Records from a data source
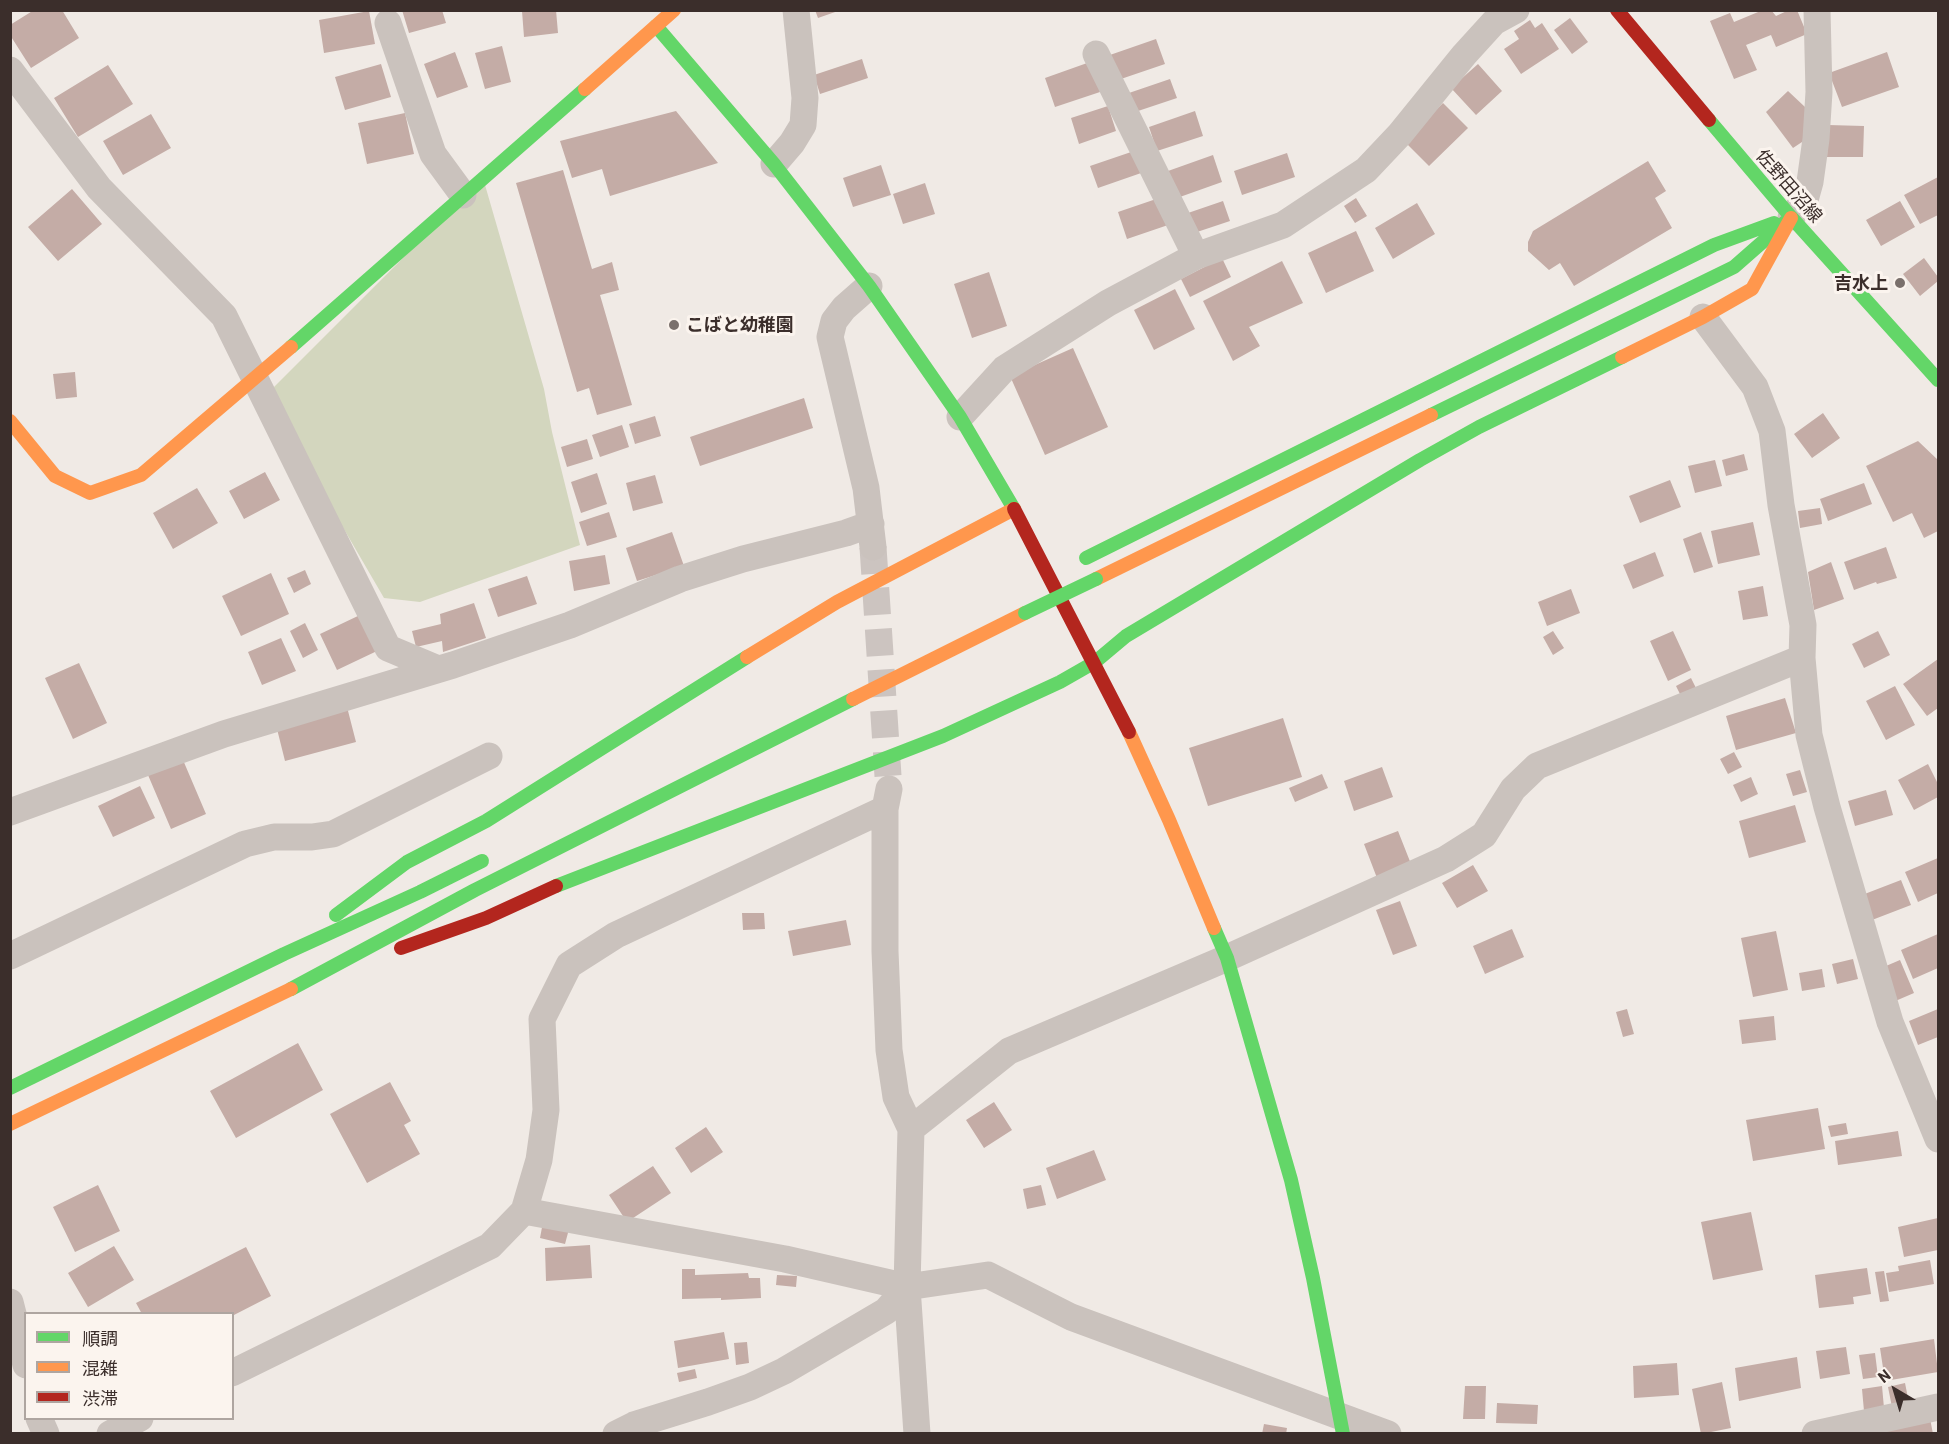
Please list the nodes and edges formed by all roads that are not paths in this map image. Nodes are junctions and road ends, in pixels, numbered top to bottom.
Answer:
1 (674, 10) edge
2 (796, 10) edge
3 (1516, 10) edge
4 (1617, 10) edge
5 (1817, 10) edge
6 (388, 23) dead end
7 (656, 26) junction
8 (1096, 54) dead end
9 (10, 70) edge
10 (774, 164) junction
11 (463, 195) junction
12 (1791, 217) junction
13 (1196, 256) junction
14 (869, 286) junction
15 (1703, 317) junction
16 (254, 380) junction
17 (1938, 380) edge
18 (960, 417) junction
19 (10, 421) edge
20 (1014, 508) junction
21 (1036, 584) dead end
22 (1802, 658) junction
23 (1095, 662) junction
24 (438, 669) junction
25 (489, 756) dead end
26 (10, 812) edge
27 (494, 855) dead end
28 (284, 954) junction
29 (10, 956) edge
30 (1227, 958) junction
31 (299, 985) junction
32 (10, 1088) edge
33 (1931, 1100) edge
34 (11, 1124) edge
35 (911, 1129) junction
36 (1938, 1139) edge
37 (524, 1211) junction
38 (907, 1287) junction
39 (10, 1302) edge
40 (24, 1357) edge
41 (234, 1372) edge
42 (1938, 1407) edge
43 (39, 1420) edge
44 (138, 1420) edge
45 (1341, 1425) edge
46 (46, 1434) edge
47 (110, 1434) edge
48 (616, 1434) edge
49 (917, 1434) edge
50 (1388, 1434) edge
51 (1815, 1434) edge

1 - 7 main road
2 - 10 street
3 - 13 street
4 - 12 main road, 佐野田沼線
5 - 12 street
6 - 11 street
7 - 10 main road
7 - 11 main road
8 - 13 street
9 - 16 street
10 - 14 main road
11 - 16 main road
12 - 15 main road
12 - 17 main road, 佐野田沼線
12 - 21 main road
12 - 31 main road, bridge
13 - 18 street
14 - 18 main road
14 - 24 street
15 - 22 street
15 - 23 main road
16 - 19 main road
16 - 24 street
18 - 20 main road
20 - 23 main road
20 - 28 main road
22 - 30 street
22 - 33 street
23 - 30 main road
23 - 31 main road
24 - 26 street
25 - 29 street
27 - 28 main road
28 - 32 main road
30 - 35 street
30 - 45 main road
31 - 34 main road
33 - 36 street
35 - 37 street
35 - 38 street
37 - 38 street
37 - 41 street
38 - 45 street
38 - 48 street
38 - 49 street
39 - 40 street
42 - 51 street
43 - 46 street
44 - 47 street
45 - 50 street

**How to complete this task:** Some lines of the data above may hold the word "佐野田沼線"; state how many do, and give only that number.

**Solution for this task:** 2